Thiolate-bridged dinuclear iron(tris-carbonyl)–nickel complexes relevant to the active site of [NiFe] hydrogenase

Abstract

The reaction of NiBr₂(EtOH)₄with a 1:2–3 mixture of FeBr₂(CO)₄and Na(SPh) generated a linear trinuclear Fe–Ni–Fe cluster (CO)₃Fe(μ-SPh)₃Ni(μ-SPh)₃Fe(CO)₃, 1, whereas the analogous reaction system FeBr₂(CO)₄/Na(S^tBu)/NiBr₂(EtOH)₄(1:2–3:1) gave rise to a linear tetranuclear Fe–Ni–Ni–Fe cluster [(CO)₃Fe(μ-S^tBu)₃Ni(μ-Br)]₂, 2. By using this tetranuclear cluster 2 as the precursor, we have developed a new synthetic route to a series of thiolate-bridged dinuclear Fe(CO)₃–Ni complexes, the structures of which mimic [NiFe] hydrogenase active sites. The reactions of 2 with SC(NMe₂)₂(tmtu), Na{S(CH₂)₂SMe} andortho-NaS(C₆H₄)SR (R = Me,^tBu) led to isolation of (CO)₃Fe(μ-S^tBu)₃NiBr(tmtu), 3, (CO)₃Fe(S^tBu)(μ-S^tBu)₂Ni{S(CH₂)₂SMe}, 4, and (CO)₃Fe(S^tBu)(μ-S^tBu)₂Ni{S(C₆H₄)SR}, 5a (R = Me) and 5b (R =^tBu), respectively.
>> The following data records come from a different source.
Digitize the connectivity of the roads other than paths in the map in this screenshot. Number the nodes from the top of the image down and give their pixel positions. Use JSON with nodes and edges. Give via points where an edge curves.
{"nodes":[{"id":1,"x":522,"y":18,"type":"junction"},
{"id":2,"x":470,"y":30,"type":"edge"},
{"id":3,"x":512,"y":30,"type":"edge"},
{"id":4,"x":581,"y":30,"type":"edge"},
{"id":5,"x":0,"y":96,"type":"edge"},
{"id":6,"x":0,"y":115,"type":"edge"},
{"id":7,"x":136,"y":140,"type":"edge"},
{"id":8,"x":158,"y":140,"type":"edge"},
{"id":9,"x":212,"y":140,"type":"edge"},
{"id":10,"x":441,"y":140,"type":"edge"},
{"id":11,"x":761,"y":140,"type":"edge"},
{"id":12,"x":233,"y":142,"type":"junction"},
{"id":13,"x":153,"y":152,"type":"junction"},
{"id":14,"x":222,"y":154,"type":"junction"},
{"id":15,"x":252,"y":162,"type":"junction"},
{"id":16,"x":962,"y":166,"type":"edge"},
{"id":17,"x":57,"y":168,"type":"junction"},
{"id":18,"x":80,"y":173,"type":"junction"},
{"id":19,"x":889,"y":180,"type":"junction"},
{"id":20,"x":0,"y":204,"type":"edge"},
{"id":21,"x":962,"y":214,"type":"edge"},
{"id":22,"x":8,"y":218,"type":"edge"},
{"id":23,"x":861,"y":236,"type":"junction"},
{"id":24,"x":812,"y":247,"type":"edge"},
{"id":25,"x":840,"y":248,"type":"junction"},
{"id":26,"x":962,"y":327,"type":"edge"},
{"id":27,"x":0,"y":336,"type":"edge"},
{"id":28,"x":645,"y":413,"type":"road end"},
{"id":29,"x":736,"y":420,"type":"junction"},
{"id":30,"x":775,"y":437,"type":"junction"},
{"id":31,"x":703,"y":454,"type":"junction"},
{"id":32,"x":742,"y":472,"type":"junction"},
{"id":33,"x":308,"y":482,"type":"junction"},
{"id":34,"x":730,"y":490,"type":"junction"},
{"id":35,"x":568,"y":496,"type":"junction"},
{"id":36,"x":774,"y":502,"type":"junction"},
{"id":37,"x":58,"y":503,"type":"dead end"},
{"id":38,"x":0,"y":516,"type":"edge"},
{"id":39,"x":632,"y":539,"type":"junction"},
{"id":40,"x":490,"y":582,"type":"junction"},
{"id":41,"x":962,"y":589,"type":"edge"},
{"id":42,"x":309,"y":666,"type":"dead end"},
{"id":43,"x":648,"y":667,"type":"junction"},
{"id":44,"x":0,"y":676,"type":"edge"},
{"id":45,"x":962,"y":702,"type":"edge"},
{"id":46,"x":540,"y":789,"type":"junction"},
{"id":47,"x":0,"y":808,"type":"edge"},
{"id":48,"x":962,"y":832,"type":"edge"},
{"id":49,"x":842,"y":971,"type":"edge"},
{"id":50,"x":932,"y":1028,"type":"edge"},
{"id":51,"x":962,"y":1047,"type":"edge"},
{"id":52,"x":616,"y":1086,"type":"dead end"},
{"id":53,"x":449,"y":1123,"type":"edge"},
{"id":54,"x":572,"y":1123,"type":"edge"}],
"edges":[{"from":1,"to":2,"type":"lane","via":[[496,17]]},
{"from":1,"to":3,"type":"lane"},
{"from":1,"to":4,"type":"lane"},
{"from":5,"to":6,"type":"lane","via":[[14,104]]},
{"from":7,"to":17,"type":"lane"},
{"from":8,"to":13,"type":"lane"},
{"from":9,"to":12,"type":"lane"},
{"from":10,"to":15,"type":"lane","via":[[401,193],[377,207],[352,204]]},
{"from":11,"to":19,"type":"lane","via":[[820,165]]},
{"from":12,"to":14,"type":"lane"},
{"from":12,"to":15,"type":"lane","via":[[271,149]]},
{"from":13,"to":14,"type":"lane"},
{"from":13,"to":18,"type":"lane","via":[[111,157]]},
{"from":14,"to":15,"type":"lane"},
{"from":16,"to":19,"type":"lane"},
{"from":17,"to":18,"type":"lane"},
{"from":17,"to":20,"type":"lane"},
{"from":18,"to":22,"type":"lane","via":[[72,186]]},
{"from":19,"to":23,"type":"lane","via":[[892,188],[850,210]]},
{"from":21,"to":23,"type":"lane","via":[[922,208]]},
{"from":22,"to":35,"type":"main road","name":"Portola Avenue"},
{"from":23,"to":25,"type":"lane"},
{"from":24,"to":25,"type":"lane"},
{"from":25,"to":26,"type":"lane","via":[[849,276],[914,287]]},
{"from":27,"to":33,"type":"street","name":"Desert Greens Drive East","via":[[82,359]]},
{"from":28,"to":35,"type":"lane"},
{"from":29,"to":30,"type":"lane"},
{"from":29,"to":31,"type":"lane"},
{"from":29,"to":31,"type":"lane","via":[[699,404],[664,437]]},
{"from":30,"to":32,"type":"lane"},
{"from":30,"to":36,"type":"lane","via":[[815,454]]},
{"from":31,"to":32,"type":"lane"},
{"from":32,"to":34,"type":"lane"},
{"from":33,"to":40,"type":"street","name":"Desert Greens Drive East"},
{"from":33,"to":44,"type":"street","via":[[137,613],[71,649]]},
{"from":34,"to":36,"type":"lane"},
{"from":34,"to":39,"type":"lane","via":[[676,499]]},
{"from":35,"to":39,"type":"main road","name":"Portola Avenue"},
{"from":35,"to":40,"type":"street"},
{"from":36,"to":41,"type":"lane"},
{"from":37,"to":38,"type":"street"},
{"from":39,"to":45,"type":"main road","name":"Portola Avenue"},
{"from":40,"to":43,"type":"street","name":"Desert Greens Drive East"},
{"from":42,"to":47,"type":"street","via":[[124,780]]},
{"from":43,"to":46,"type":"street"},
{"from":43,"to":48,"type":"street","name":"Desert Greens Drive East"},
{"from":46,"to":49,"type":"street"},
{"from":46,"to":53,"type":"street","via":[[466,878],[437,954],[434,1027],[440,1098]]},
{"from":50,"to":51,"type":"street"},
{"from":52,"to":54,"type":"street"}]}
On the other hand, treatment of 2 with 2-methylthio-phenolate (ortho-O(C₆H₄)SMe) in methanol resulted in (CO)₃Fe(μ-S^tBu)₃Ni(MeOH){O(C₆H₄)SMe}, 6a. The methanol molecule bound to Ni is labile and is readily released under reduced pressure to afford (CO)₃Fe(S^tBu)(μ-S^tBu)₂Ni{O(C₆H₄)SMe}, 6b, and the coordination geometry of nickel changes from octahedral to square planar. Likewise, the reaction of 2 with NaOAc in methanol followed by crystallization from THF gave (CO)₃Fe(μ-S^tBu)₃Ni(THF)(OAc), 7. The dinuclear complexes, 3-7, are thermally unstable, and a key to their successful isolation is to carry out the reactions and manipulations at −40°C.